## What to produce:
Working through the entries below, find how many lines include the string "Khay"; give only that number.

## Data shown:
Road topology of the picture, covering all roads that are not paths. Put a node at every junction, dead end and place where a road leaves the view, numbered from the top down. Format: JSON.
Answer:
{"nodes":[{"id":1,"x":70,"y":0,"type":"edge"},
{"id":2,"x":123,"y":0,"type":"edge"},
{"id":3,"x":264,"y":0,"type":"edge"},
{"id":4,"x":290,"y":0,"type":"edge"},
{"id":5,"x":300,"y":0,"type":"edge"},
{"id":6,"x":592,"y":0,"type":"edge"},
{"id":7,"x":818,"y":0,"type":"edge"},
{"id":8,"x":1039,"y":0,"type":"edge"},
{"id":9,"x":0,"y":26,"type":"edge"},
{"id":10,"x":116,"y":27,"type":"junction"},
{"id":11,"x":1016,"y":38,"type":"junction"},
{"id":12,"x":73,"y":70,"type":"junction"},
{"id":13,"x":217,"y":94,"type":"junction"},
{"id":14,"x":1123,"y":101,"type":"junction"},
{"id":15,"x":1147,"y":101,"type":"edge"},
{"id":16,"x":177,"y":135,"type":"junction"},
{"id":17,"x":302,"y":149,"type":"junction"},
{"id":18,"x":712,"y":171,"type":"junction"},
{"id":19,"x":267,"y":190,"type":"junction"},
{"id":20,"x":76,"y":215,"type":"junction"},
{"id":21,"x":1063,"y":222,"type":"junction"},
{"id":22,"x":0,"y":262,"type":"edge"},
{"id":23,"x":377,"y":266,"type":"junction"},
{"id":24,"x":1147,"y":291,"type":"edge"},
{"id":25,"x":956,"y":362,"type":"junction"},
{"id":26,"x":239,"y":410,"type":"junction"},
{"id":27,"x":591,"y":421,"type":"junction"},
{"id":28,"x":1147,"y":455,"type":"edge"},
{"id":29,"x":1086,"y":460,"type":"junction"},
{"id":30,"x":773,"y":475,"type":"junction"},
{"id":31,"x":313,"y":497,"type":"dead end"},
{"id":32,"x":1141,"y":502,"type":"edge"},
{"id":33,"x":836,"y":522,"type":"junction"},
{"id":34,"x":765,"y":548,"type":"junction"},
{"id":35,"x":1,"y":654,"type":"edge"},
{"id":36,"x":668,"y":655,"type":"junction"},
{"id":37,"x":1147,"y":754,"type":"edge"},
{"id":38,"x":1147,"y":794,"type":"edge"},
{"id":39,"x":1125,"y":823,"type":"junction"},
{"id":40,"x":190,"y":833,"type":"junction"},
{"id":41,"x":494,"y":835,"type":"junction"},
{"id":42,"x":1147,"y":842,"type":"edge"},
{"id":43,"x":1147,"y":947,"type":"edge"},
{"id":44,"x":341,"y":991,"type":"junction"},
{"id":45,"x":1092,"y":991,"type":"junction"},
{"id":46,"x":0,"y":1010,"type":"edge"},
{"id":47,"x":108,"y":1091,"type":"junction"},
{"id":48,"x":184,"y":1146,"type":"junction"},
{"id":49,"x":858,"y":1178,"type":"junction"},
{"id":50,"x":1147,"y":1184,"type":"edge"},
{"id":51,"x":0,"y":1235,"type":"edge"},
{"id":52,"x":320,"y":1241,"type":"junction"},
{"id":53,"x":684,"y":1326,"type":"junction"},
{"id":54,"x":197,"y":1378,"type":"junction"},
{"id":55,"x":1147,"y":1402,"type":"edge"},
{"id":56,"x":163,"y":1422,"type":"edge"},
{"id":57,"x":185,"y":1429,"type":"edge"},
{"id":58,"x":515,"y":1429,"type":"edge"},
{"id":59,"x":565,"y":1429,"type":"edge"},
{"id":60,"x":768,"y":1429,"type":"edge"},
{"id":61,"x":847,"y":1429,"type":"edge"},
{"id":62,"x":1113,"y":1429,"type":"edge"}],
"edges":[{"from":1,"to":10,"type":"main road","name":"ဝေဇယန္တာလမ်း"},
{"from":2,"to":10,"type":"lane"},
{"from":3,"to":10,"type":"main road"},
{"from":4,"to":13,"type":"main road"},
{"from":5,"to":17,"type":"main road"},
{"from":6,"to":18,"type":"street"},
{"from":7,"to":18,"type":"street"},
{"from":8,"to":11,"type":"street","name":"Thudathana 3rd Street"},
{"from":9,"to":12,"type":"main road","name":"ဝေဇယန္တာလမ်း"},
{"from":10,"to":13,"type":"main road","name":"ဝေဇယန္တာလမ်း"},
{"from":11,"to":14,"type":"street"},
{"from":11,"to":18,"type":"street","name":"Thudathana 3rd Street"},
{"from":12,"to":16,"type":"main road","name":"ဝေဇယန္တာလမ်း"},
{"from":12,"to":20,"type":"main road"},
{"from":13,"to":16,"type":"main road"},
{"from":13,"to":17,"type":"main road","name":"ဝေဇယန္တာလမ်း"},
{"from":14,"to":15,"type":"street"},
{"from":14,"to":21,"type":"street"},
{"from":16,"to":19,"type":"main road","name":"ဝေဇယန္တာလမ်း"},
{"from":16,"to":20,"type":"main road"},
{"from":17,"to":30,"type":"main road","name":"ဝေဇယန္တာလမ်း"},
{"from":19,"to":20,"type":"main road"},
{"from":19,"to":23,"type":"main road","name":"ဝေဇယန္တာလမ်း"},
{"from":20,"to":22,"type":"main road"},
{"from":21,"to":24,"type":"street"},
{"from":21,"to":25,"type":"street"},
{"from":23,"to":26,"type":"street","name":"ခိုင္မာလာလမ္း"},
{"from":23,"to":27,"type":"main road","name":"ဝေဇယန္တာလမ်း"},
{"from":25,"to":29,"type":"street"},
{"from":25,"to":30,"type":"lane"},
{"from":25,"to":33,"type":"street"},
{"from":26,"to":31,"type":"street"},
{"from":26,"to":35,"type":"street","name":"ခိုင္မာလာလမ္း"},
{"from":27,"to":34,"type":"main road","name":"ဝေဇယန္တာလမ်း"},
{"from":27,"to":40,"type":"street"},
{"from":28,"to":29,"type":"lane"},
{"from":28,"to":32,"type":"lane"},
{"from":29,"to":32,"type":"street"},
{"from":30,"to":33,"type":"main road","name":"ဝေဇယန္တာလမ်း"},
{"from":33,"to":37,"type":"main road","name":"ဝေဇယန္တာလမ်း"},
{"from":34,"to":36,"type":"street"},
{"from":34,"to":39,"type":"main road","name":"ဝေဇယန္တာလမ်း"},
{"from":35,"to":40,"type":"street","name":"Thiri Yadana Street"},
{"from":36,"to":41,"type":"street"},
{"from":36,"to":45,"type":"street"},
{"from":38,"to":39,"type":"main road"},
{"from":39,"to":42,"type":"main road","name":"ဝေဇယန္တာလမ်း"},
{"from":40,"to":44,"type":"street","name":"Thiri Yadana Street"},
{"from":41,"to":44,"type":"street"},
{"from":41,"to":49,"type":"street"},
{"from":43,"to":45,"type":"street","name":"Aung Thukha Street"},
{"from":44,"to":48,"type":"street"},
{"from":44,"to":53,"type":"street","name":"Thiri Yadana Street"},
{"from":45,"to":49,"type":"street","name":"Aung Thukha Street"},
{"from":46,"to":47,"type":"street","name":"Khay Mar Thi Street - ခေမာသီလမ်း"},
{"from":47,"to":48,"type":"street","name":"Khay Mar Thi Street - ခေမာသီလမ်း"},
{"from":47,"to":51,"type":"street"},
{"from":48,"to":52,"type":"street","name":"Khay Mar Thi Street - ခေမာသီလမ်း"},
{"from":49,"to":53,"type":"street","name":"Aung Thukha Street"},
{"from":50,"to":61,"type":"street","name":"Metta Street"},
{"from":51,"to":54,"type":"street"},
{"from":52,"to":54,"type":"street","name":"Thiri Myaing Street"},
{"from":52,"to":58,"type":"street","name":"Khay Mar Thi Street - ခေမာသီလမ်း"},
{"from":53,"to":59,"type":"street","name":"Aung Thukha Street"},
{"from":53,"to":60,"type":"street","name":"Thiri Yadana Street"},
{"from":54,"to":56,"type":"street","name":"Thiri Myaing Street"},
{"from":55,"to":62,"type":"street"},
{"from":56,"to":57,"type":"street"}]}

## Task answer:
4